§ **TASK OBJECTIVE**
Would you please copy each line below that includes the string "ImageSurface"?

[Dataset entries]
=-=-=-=-=
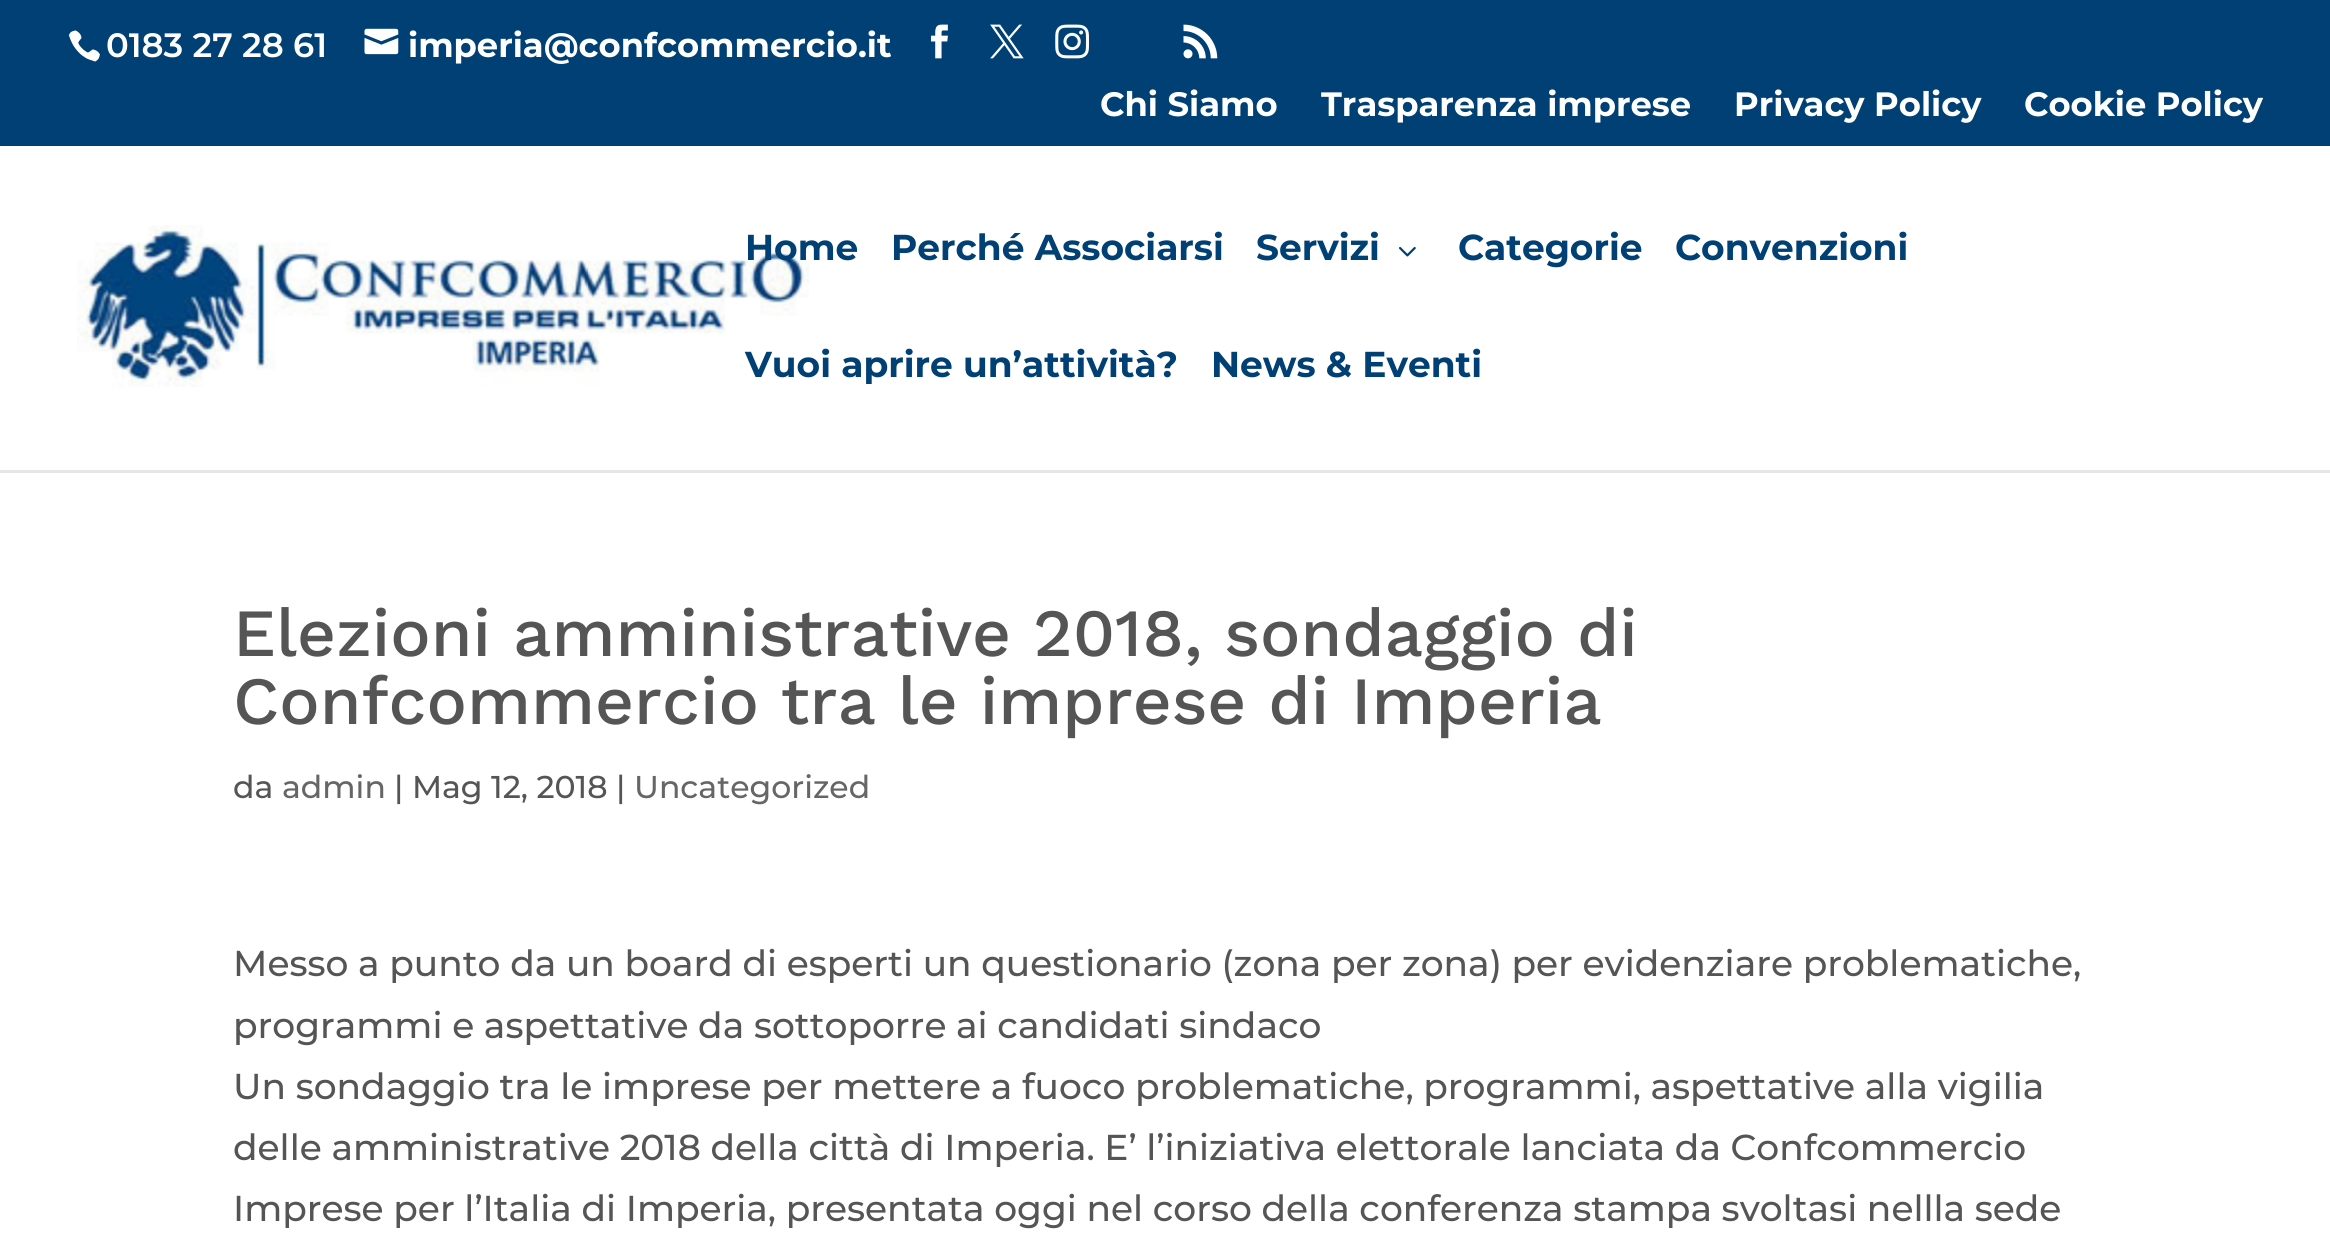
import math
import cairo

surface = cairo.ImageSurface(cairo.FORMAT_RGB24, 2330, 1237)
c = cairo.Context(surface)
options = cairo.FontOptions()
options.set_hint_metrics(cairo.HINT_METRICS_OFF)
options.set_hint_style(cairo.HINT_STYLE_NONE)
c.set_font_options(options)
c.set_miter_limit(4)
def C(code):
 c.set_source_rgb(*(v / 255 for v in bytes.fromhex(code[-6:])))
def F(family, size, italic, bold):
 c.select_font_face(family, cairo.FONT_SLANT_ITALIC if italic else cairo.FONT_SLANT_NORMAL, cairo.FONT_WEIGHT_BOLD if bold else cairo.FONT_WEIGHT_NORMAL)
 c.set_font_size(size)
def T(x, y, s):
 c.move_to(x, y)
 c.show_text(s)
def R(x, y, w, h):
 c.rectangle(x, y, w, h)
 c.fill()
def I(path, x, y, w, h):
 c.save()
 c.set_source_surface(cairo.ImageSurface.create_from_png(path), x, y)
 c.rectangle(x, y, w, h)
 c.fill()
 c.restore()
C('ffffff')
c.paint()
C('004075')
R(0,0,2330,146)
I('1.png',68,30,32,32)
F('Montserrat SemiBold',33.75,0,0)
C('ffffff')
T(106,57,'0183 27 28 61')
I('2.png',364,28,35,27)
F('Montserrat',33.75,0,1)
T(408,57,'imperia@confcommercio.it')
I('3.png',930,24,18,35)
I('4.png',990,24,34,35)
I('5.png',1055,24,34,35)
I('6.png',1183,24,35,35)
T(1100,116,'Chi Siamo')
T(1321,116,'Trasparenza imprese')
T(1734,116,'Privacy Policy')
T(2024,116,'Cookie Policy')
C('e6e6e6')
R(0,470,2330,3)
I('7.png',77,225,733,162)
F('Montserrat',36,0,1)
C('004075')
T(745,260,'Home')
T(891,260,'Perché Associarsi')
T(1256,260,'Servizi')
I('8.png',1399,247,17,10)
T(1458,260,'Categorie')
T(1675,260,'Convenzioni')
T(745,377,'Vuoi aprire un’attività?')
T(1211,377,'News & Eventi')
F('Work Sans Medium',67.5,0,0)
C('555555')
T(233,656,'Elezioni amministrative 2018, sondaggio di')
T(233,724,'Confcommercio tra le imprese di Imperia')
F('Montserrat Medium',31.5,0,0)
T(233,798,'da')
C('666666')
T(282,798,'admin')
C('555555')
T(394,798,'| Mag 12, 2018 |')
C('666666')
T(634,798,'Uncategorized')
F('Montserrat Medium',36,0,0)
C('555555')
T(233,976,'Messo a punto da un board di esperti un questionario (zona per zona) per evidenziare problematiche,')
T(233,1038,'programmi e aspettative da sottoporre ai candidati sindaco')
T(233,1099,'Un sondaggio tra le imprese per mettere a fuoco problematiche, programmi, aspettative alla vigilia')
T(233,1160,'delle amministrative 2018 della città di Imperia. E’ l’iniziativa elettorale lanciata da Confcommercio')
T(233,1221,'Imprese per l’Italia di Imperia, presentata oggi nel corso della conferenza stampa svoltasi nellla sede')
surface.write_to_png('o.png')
=-=-=-=-=
§ **RESPONSE FOR THIS EXERCISE**
surface = cairo.ImageSurface(cairo.FORMAT_RGB24, 2330, 1237)
 c.set_source_surface(cairo.ImageSurface.create_from_png(path), x, y)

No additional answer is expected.